Work to complete ▸
Below are the records; restate word for word the lines from the first through the one containing "Extract the road", and only those.

* * *

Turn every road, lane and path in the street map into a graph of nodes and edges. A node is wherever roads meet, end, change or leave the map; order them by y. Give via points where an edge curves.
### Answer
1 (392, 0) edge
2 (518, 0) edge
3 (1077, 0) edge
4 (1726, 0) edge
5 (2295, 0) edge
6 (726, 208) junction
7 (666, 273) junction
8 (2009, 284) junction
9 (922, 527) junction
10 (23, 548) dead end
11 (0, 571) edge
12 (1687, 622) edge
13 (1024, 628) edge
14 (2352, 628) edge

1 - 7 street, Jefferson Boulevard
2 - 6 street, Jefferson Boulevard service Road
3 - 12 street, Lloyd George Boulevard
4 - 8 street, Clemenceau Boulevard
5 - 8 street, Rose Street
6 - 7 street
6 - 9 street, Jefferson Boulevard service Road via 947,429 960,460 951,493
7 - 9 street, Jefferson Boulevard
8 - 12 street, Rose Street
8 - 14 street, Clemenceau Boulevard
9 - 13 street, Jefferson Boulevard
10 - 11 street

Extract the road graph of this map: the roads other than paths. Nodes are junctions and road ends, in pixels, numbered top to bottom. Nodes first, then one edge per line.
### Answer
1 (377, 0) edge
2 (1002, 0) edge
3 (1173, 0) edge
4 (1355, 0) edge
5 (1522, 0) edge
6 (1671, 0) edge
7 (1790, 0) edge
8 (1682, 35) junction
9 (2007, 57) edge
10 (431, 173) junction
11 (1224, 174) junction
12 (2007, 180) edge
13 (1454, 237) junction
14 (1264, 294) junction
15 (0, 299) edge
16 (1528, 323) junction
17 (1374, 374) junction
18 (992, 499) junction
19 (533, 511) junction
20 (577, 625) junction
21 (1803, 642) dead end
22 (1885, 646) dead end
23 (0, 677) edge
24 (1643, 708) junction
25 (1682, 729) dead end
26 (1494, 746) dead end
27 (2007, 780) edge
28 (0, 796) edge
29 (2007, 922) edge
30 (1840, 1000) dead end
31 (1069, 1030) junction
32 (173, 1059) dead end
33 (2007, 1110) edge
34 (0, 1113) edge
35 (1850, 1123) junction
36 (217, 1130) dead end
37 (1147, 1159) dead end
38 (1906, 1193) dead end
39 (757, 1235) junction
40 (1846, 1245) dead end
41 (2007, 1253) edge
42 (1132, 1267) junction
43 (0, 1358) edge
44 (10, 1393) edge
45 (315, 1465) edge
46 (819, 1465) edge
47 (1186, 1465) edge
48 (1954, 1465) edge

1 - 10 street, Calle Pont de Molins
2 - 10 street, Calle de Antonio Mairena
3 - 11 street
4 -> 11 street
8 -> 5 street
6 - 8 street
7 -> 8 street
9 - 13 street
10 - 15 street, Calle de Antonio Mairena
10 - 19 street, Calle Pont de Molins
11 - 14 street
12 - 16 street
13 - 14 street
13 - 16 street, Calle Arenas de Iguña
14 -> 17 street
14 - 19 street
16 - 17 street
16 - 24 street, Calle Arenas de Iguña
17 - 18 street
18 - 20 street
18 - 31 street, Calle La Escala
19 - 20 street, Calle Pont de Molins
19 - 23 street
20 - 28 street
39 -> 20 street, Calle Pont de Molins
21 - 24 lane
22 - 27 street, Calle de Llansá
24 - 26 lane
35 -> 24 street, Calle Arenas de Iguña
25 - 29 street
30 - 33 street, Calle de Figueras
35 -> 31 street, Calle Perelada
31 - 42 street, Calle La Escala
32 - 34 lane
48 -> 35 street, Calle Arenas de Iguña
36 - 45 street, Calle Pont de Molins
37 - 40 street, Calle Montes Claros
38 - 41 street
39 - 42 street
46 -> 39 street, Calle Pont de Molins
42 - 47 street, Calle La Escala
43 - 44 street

* * *

Solution for this task ▸
Turn every road, lane and path in the street map into a graph of nodes and edges. A node is wherever roads meet, end, change or leave the map; order them by y. Give via points where an edge curves.
### Answer
1 (392, 0) edge
2 (518, 0) edge
3 (1077, 0) edge
4 (1726, 0) edge
5 (2295, 0) edge
6 (726, 208) junction
7 (666, 273) junction
8 (2009, 284) junction
9 (922, 527) junction
10 (23, 548) dead end
11 (0, 571) edge
12 (1687, 622) edge
13 (1024, 628) edge
14 (2352, 628) edge

1 - 7 street, Jefferson Boulevard
2 - 6 street, Jefferson Boulevard service Road
3 - 12 street, Lloyd George Boulevard
4 - 8 street, Clemenceau Boulevard
5 - 8 street, Rose Street
6 - 7 street
6 - 9 street, Jefferson Boulevard service Road via 947,429 960,460 951,493
7 - 9 street, Jefferson Boulevard
8 - 12 street, Rose Street
8 - 14 street, Clemenceau Boulevard
9 - 13 street, Jefferson Boulevard
10 - 11 street

Extract the road graph of this map: the roads other than paths. Nodes are junctions and road ends, in pixels, numbered top to bottom. Nodes first, then one edge per line.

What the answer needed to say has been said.